The immune system is essential for controlling tumours and plays a crucial role in how normal and cancer tissues respond to radiotherapy. Lining the inner surface of vessels, the endothelium acts as a barrier that normally prevents the passage of cells from the bloodstream into tissues and promotes the recruitment of immune cells during stressful, injured or infected conditions. Profound changes in endothelial function occur in response to irradiation, determining the tumour response to radiotherapy and participating in the initiation and development of adverse effects. In both normal tissues and tumours, radiation makes endothelial cells more adhesive to circulating cells, stimulates transendothelial migration and promotes immune infiltration, possibly chronic and harmful to normal tissues. Considering the active role of endothelium in immune cell recruitment, targeting endothelial cells becomes an attractive strategy to improve the therapeutic gain of radiotherapy. To this end, it is crucial to better understand how endothelial cells respond to irradiation in vivo and to determine their role in regulating immune cell recruitment. Advanced analytical technologies, such as single-cell RNA sequencing and spatial transcriptomics, now enable to uncover the molecular responses of cells in living organisms and comprehend their interactions within an organ.

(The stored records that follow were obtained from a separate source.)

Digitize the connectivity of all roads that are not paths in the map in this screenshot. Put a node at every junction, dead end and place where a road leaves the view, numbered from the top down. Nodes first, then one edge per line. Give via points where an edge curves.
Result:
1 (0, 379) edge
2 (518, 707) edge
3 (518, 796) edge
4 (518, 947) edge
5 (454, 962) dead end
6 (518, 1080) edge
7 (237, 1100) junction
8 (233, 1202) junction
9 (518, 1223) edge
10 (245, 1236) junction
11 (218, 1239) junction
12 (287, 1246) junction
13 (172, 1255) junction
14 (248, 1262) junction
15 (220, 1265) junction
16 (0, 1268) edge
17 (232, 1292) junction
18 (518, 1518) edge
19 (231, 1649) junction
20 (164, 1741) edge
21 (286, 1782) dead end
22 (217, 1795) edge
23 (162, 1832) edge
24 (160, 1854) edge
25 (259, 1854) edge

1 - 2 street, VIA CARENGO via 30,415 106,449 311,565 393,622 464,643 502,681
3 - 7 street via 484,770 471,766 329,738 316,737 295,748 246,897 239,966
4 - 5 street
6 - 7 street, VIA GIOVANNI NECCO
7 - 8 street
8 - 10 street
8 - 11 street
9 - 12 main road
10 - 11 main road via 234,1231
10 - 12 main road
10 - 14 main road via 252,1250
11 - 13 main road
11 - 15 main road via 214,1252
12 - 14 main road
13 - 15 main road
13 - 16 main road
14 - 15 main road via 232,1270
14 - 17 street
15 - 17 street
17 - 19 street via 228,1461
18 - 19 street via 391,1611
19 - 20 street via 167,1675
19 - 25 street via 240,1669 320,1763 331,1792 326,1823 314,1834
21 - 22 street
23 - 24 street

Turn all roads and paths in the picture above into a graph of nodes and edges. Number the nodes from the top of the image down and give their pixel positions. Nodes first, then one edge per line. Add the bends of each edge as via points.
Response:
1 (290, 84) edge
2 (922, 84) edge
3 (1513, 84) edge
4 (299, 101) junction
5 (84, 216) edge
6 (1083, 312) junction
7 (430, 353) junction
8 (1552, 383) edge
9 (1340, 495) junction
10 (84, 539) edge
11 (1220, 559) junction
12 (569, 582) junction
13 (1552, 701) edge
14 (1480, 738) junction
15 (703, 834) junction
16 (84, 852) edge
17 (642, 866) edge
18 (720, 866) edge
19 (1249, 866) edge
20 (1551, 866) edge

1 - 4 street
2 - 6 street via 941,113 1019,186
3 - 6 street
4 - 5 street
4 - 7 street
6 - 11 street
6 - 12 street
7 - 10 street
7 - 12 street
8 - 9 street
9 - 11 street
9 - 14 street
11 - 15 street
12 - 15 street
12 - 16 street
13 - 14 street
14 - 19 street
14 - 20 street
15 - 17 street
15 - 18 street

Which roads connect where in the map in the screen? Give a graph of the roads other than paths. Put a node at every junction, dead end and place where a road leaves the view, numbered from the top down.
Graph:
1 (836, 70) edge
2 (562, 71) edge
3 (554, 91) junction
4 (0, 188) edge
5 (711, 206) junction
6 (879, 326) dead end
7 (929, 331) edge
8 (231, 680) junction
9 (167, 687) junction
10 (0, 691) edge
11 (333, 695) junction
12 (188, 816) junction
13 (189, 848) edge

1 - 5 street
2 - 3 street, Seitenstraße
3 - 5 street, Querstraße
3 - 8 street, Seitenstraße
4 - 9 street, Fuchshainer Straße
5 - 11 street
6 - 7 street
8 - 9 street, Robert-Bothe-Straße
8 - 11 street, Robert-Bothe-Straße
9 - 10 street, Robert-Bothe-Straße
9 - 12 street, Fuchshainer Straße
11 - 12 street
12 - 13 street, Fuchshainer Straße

Here, we present the latest findings regarding the impact of radiation on the vascular endothelium and its implications for normal tissues and tumours. We also explore current research using single-cell analysis to uncover new cell types, molecular pathways, and cell-cell interactions in irradiated animal models and human patients. Additionally, we highlight how endothelial cell-mediated immune recruitment may represent a potential target for modulating the immune response.